Her life story has the power to console

This is maybe the only author I know of where I enjoyed her biography more than the books she wrote. Isak Dinesen, she of the many pen names matured slowly while alternating her life between a pampered bourgeois life in Denmark and a wildly iconoclastic life in British East Africa that was partly feudal and partly anarchic.Two influences punctured her life for better or worse: her bout with syphilis that made her an outsider and helped shape her interest in huminity at large rather than her own household and the debt she owed to her dead love which she bungled when he was alive because she was in awe of him but who became her driving force and her hidden mythmaker once she had to cope without him.

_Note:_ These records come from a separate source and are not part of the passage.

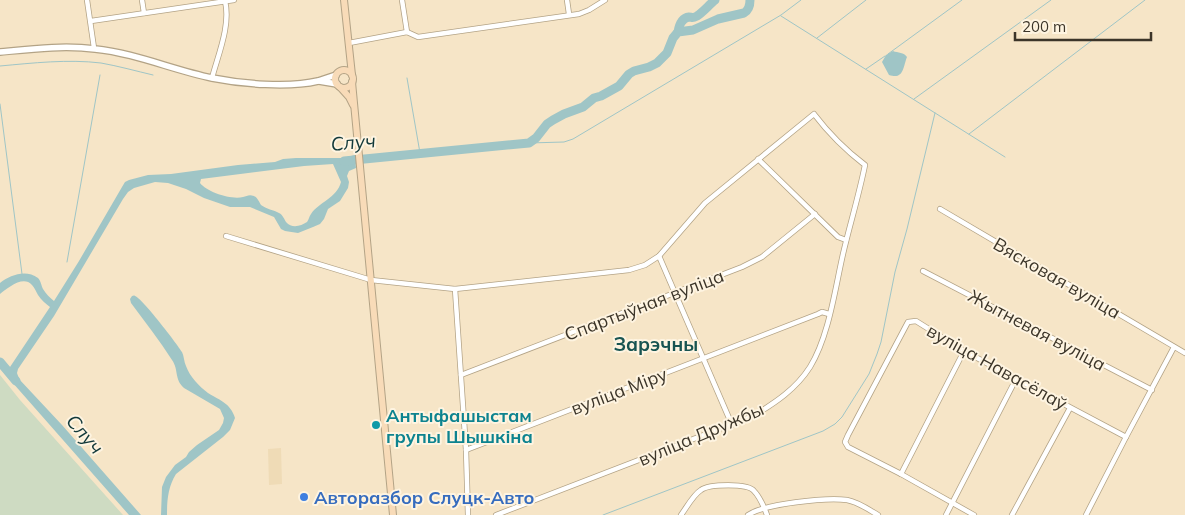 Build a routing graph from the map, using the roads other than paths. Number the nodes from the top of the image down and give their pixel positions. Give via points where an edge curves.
1 (87, 0) edge
2 (142, 0) edge
3 (234, 0) edge
4 (344, 0) edge
5 (402, 0) edge
6 (567, 0) edge
7 (605, 0) edge
8 (225, 1) edge
9 (144, 14) junction
10 (569, 14) junction
11 (90, 21) junction
12 (407, 32) junction
13 (349, 46) junction
14 (94, 48) junction
15 (0, 52) edge
16 (338, 73) junction
17 (212, 78) junction
18 (352, 78) junction
19 (317, 81) junction
20 (338, 85) junction
21 (355, 109) junction
22 (758, 159) junction
23 (940, 209) dead end
24 (816, 214) junction
25 (226, 236) dead end
26 (846, 240) junction
27 (659, 256) junction
28 (923, 271) dead end
29 (371, 280) junction
30 (455, 288) junction
31 (675, 292) junction
32 (829, 314) junction
33 (1174, 347) junction
34 (964, 351) junction
35 (1185, 353) edge
36 (703, 358) junction
37 (461, 375) junction
38 (1016, 379) junction
39 (1152, 390) junction
40 (1070, 408) junction
41 (732, 425) junction
42 (1126, 437) junction
43 (466, 450) junction
44 (901, 474) junction
45 (952, 503) junction
46 (764, 508) junction
47 (393, 515) edge
48 (468, 515) edge
49 (496, 515) edge
50 (681, 515) edge
51 (748, 515) edge
52 (767, 515) edge
53 (878, 515) edge
54 (946, 515) edge
55 (974, 515) edge
56 (1012, 515) edge
57 (1086, 515) edge

1 - 11 street
2 - 9 street
3 - 8 street
4 - 13 main road
5 - 12 street
6 - 10 street
7 - 10 street via 579,14
8 - 9 street
8 - 17 street via 226,21
9 - 11 street
10 - 12 street via 418,37
11 - 14 street
12 - 13 street
13 - 16 main road via 345,64
13 - 18 main road
14 - 15 street
14 - 17 street
16 - 18 main road via 347,71
16 - 19 street
16 - 20 main road via 335,81
17 - 19 street via 253,84
18 - 20 main road via 347,87
18 - 21 main road
19 - 20 street
20 - 21 main road
21 - 29 main road
22 - 24 street
22 - 26 street, вуліца Дружбы via 814,114 837,142 865,165
22 - 27 street via 706,203
23 - 33 street, Вясковая вуліца
24 - 26 street via 838,237
24 - 31 street, Спартыўная вуліца via 762,257
25 - 29 street
26 - 32 street, вуліца Дружбы
27 - 30 street via 629,270
27 - 31 street
28 - 39 street, Жытневая вуліца
29 - 30 street
29 - 47 main road
30 - 37 street
31 - 36 street
31 - 37 street, Спартыўная вуліца
32 - 36 street, вуліца Міру via 822,312
32 - 41 street, вуліца Дружбы via 818,350 799,381 769,407
33 - 35 street, Вясковая вуліца
33 - 39 street
34 - 38 street, вуліца Навасёлаў
34 - 44 street
34 - 44 street, вуліца Навасёлаў via 916,321 908,322 848,435 845,442 848,447
36 - 41 street
36 - 43 street, вуліца Міру
37 - 43 street
38 - 40 street, вуліца Навасёлаў
38 - 45 street
39 - 42 street
40 - 42 street, вуліца Навасёлаў
40 - 56 street
41 - 49 street, вуліца Дружбы
42 - 57 street
43 - 48 street
44 - 45 street
45 - 54 street
45 - 55 street
46 - 50 street via 749,487 718,486 701,490
46 - 51 street
46 - 52 street
46 - 53 street via 834,499 848,500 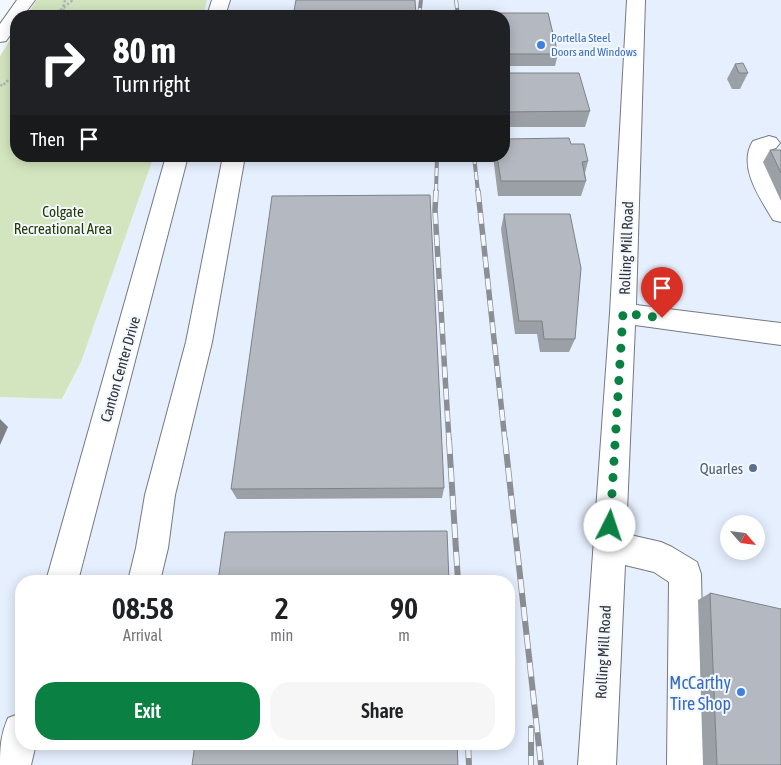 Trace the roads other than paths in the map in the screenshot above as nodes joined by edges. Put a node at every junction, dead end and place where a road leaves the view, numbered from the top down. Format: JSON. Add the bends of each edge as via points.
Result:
{"nodes":[{"id":1,"x":636,"y":0,"type":"edge"},
{"id":2,"x":10,"y":23,"type":"edge"},
{"id":3,"x":0,"y":37,"type":"edge"},
{"id":4,"x":768,"y":143,"type":"dead end"},
{"id":5,"x":175,"y":162,"type":"edge"},
{"id":6,"x":233,"y":162,"type":"edge"},
{"id":7,"x":781,"y":214,"type":"edge"},
{"id":8,"x":623,"y":313,"type":"junction"},
{"id":9,"x":781,"y":334,"type":"edge"},
{"id":10,"x":609,"y":546,"type":"junction"},
{"id":11,"x":64,"y":575,"type":"edge"},
{"id":12,"x":145,"y":575,"type":"edge"},
{"id":13,"x":16,"y":750,"type":"edge"},
{"id":14,"x":12,"y":765,"type":"edge"},
{"id":15,"x":597,"y":765,"type":"edge"},
{"id":16,"x":686,"y":765,"type":"edge"}],
"edges":[{"from":1,"to":8,"type":"street","name":"Rolling Mill Road"},
{"from":2,"to":3,"type":"street"},
{"from":4,"to":7,"type":"street","via":[[760,146],[758,167]]},
{"from":5,"to":11,"type":"street","name":"Canton Center Drive"},
{"from":6,"to":12,"type":"street","via":[[199,342],[160,495]]},
{"from":8,"to":9,"type":"street"},
{"from":8,"to":10,"type":"street","name":"Rolling Mill Road"},
{"from":10,"to":15,"type":"street","name":"Rolling Mill Road"},
{"from":10,"to":16,"type":"street","via":[[661,558],[685,574]]},
{"from":13,"to":14,"type":"street"}]} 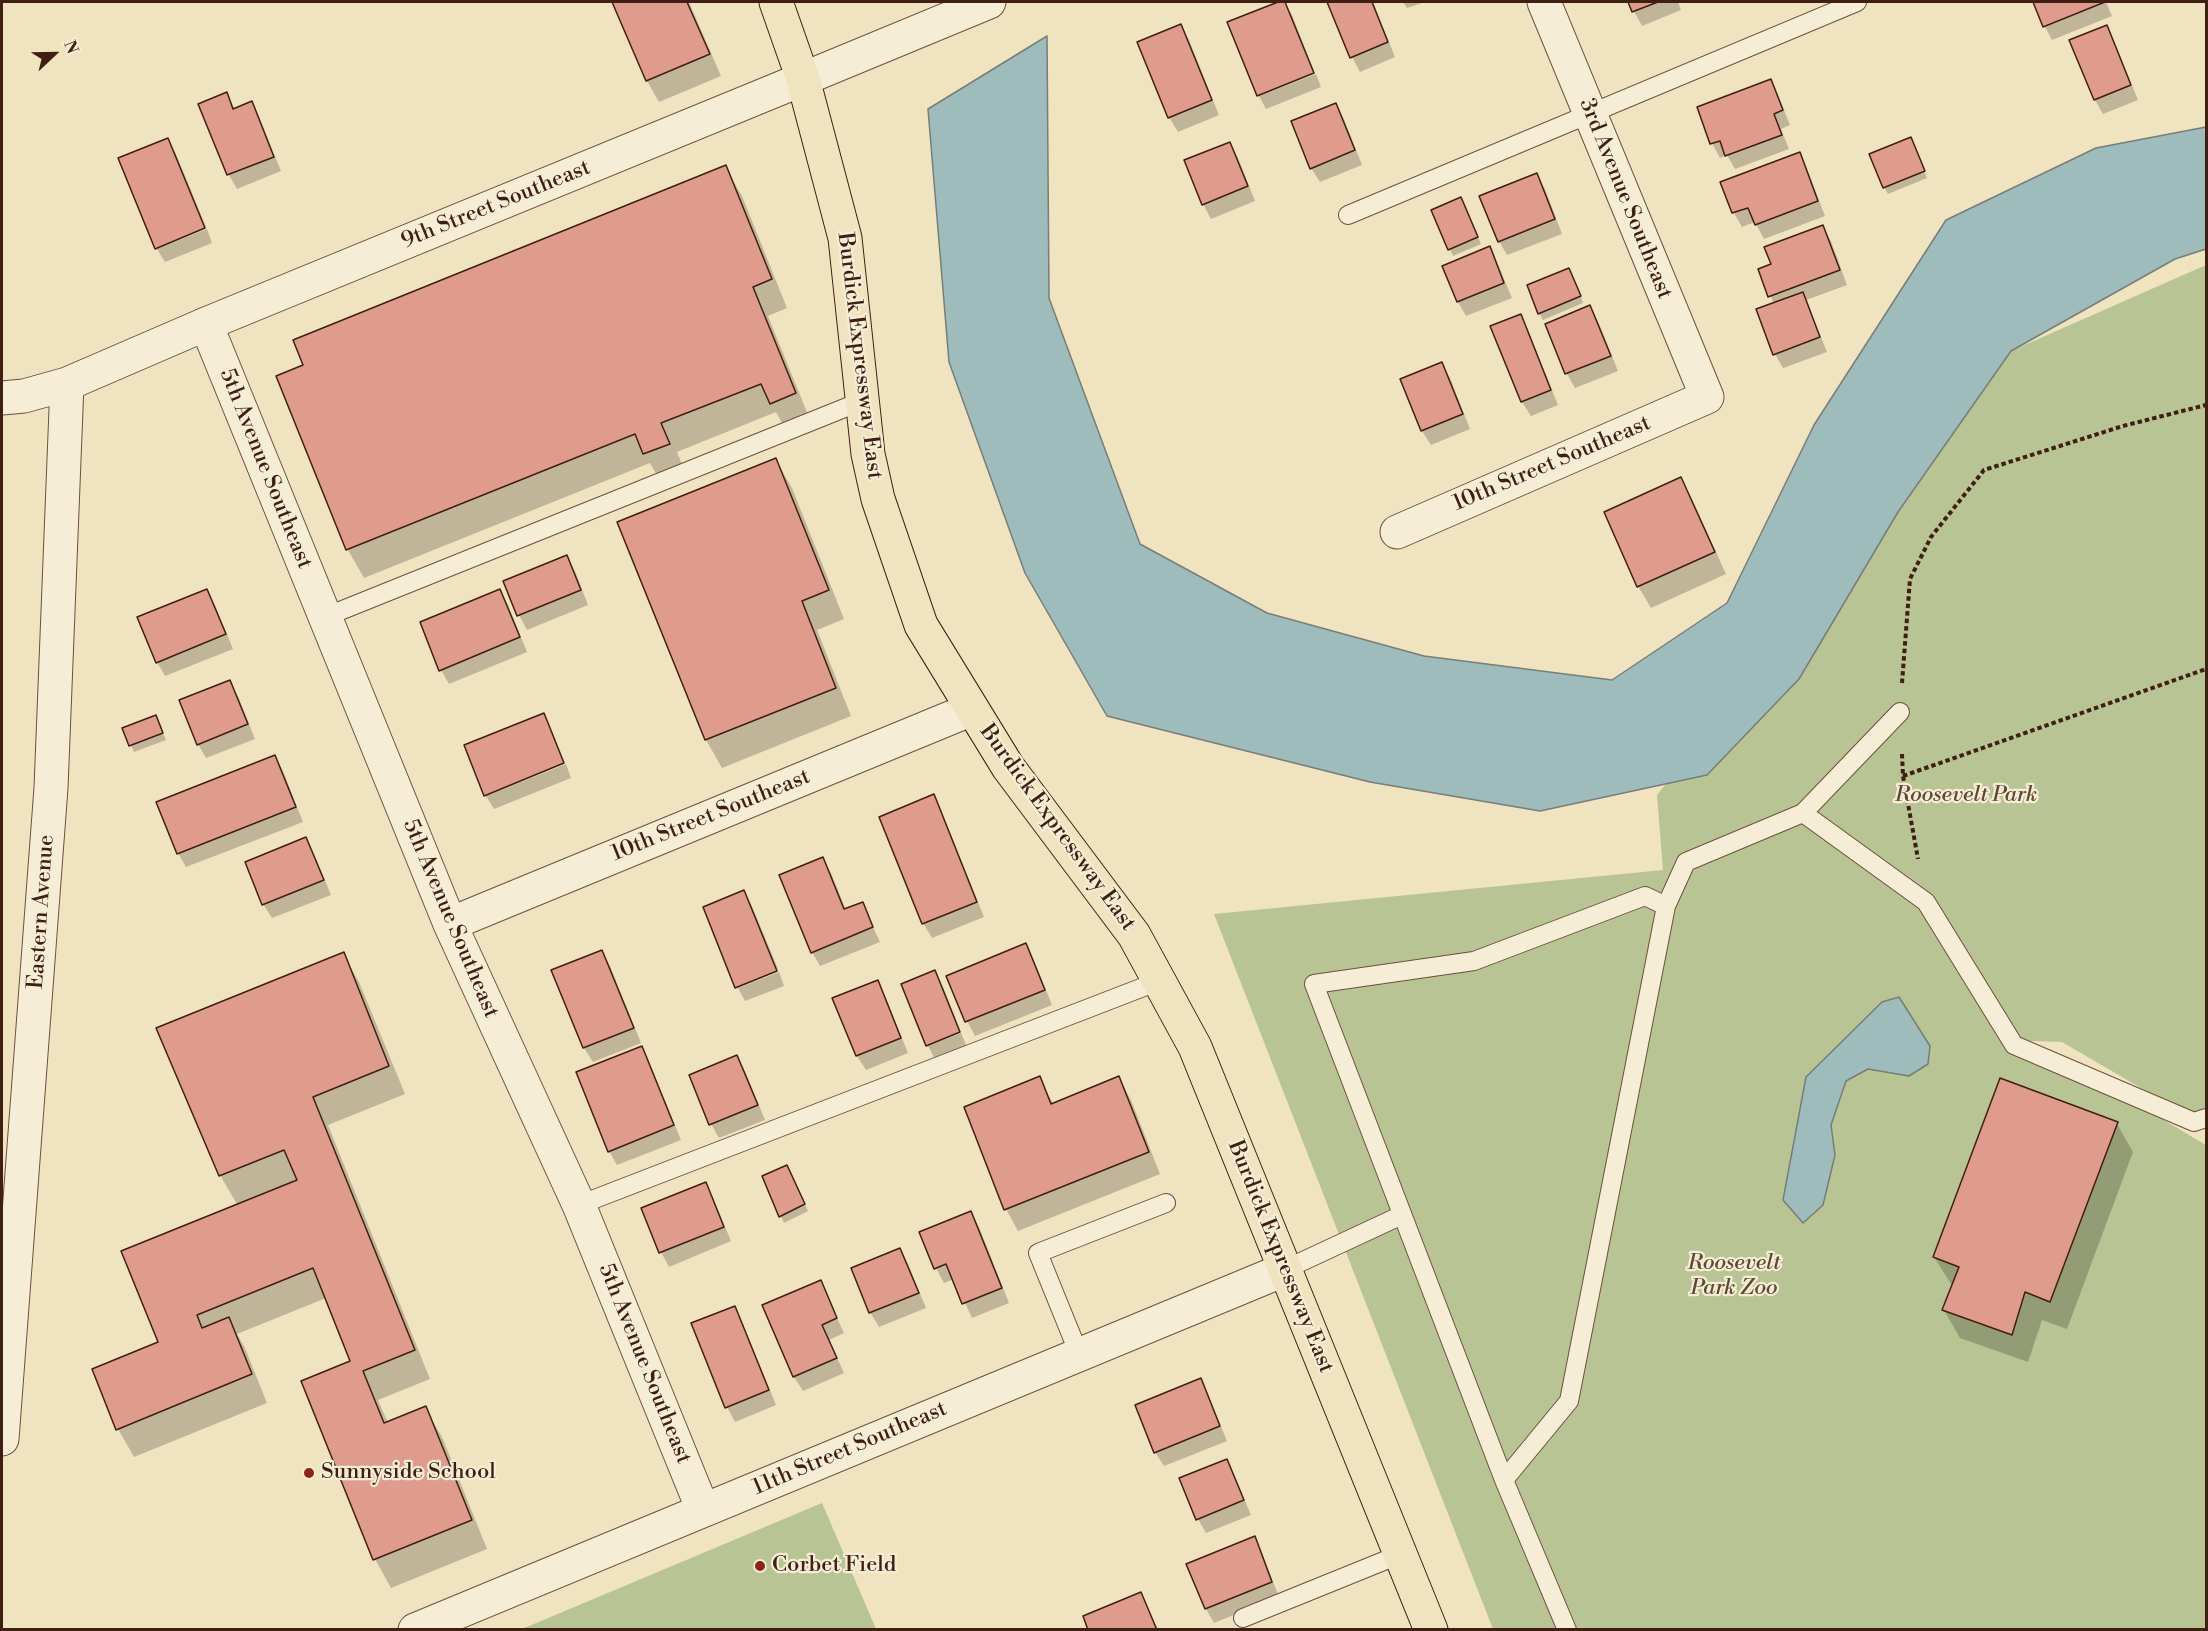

She was also lucky enough to live in a time when not every corner of the earth echoed with the ideas of everywhere else and that allowered for her originality where not all eccentric arrows had to be pointed into practical directions.The chapters on her afterlife back in Europe show a brave and difficult woman who loved in retrospect and was celebrant, witness and victim of nostalgia for a gone world but she was also savvy enough to know that when life breaks your heart you can become a monster or a relic or all human potentialities wrapped in a finely tuned tenderness that makes sharing your experience an act of love and a gift to generations to come who struggle with their own version of alienation and heartbreak. Dinesen's Africa is no more but her roller coaster ride as a woman of talent and sometimes complex and dark passions is timeless.